The notion that ethical claims could be reduced to opinion and to personal preferences to "I approve," or "I disapprove", to "hooray-boo".
During 1950s and 1960s there was ordinary language movement in philosophy discipline in Oxford, which believed that, before philosophical problems could be resolved, one had to attend to the subtleties of how language is deployed in every day speech (e.g. "by mistake" and "by accident"). 
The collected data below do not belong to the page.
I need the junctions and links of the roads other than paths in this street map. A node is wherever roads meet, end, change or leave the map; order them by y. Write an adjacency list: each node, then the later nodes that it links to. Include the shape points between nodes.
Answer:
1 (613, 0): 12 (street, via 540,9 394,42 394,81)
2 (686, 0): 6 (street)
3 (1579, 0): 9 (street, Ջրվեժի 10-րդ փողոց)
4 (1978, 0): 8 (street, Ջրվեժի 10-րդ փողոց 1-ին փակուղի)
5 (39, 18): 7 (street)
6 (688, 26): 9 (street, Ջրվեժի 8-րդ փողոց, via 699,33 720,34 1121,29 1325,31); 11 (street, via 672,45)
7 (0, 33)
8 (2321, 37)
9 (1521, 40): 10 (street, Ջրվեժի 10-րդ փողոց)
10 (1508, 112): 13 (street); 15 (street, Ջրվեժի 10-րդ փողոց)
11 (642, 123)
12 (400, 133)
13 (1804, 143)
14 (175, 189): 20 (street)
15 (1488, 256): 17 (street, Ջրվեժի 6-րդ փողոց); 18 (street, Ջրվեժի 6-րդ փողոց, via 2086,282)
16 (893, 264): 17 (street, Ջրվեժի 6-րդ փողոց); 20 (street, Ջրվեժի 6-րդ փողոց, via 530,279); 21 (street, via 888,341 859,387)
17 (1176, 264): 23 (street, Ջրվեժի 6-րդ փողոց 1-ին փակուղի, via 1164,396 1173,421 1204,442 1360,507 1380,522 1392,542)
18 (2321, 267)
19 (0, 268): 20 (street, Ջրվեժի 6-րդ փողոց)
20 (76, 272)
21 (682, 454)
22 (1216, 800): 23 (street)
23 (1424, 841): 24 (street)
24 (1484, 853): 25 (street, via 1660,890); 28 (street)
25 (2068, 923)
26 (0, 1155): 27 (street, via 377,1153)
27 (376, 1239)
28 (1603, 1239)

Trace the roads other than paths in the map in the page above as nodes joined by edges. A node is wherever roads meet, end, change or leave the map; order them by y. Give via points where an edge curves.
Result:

Foot were preoccupied with the virtues. In answer to the question, how should I behave, in any particular moral dilemma, one approach emphasizes moral obligations and duties: for example, the duty never to lie. Inspired by the work of Aristotle and Aquinas, they stressed the importance of character. An action was good insofar as it exhibited the behavior of a virtuous person. A truly virtuous person will exhibit many virtues. The virtues include pride, temperance, generosity, bravery, and kindness. Foot was said to prize "honesty" as supreme among the virtues. An alternative, utilitarianism, states that what matters are the consequences of an action, whether for example the acion saves the most lives, or produces the most happiness. 
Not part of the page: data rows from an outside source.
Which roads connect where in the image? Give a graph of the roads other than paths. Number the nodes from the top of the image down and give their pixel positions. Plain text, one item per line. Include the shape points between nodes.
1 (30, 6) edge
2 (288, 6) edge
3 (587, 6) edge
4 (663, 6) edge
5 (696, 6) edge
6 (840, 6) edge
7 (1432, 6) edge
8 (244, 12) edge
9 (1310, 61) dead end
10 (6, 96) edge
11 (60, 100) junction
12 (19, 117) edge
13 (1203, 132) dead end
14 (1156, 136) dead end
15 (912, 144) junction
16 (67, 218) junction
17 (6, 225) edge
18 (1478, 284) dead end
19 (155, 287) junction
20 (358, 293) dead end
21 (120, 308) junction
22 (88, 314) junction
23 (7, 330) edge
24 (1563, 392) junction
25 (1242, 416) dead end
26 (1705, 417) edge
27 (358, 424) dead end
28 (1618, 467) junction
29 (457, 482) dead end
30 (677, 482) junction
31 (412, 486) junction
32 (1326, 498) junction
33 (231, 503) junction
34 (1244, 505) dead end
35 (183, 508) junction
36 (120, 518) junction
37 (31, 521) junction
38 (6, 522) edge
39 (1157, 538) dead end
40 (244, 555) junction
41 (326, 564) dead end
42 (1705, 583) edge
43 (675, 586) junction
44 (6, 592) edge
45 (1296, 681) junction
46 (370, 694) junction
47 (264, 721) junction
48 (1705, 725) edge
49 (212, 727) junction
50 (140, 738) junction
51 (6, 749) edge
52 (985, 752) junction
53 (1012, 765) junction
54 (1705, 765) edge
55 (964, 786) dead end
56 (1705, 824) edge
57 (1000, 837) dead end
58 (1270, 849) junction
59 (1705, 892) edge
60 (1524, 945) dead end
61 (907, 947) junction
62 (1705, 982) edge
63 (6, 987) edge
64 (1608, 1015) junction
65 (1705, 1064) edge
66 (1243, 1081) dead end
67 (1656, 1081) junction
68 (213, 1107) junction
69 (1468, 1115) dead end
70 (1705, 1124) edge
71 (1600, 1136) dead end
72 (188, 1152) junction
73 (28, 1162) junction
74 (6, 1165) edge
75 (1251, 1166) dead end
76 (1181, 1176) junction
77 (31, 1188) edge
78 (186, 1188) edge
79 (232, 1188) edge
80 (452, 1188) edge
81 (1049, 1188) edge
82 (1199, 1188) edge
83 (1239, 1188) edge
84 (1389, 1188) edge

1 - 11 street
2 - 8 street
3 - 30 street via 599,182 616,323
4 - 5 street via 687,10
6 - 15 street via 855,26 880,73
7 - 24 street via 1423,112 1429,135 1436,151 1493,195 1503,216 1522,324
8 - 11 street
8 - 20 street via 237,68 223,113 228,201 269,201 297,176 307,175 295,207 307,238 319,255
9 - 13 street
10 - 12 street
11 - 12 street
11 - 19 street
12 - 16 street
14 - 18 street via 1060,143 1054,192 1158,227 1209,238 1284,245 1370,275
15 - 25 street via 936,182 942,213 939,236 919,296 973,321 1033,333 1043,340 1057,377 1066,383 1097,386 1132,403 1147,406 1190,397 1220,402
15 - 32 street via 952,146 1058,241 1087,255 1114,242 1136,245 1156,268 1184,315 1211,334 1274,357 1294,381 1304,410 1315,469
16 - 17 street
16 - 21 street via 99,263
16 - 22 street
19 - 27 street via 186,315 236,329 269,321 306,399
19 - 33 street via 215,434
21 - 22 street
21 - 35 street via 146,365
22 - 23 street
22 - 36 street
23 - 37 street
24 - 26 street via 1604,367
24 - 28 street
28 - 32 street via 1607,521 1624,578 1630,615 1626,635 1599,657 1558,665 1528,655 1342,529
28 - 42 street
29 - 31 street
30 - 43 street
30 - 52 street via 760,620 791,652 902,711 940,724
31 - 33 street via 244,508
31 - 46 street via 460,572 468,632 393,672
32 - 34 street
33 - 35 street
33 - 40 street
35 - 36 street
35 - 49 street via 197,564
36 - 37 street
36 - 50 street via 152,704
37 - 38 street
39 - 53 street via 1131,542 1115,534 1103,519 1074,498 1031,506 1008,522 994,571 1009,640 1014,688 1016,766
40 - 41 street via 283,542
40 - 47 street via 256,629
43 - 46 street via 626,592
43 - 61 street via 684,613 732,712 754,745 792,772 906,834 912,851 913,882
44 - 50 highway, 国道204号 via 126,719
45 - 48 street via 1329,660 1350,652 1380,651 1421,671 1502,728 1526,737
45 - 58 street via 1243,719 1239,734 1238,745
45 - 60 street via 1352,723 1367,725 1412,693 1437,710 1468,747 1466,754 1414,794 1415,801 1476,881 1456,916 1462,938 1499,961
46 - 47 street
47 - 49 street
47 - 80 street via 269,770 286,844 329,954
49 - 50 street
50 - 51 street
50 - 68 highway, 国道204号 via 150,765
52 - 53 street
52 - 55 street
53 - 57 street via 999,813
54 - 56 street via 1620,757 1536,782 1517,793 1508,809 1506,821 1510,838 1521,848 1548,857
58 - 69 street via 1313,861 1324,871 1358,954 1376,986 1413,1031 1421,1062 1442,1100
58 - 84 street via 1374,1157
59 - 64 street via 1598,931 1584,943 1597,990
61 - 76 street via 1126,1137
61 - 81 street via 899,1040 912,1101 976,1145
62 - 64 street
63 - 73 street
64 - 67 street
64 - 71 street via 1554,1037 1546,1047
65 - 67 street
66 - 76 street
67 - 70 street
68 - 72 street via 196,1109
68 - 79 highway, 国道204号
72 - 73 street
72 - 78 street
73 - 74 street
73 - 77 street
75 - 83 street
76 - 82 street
Wittgenstein (born in Vienna 1889, died in Cambridge 1951), interrupted a speaker who had realized that he was about to say something that was clearly ridiculous, and was trying to say something sensible instead. "No", said Wittgenstein. "Say what you want to say. Be crude and then we shall get on." Wittgenstein believed that philosophical puzzles were natural, easy to make, and yet arose out of conceptual confusion, and so dissolvable by an analysis of language. He was skeptical that philosophy had anything to contribute to ethics. 
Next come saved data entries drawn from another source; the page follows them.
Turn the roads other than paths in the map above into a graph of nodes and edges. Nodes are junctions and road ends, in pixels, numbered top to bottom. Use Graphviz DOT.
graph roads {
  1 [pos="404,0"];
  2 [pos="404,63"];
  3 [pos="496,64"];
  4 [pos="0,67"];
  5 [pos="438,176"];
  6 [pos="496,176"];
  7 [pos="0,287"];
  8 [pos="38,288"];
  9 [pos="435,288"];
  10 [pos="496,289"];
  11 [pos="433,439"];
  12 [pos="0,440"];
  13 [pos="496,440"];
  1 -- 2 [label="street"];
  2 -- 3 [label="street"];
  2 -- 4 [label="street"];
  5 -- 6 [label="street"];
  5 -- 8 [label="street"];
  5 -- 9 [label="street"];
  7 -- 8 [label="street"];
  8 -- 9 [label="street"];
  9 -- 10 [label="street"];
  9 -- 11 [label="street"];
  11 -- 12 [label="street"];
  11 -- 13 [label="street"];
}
Saint Thomas Aquinas drew up the principles required for a war to be described as just. Intentional killing could never be justified, but if a person was threatened, and the only option to save their life was to kill the assailant, this killing could be morally permissible, provided the intention was self-preservation, and not the taking of a life. Thus, was born the Doctrine of Double Effect. The DDE explained based on a distinction between what a man foresees as a result of his voluntary action and what he intends. It is called double effect because of the twin effects of some actions: the one aimed at, the other foreseen but not intended. In Catholic theology, DDE has been pivotal to the church's explanation of why there are only rare cases in which abortion is acceptable. It is permitted in certain circumstances to target a military installation in war, foreseeing that it will bring about some civilian casualties ("collateral damage"); it's not permitted to deliberately target civilians. 
There's practical worry that DDE could be used as an excuse to skip over or shimmy around the taking of responsibility - especially when actions are taken on behalf of a state. 

Foot went on to highlight what to hear was a crucial point. In Spur one is merely redirecting an already existing threat. But in hospital case, in taking the life of the healthy man, we have introduced a whole new threat. 

"Always recognize that human individuals are ends, and do not use them as means to your end" (Immanuel Kant).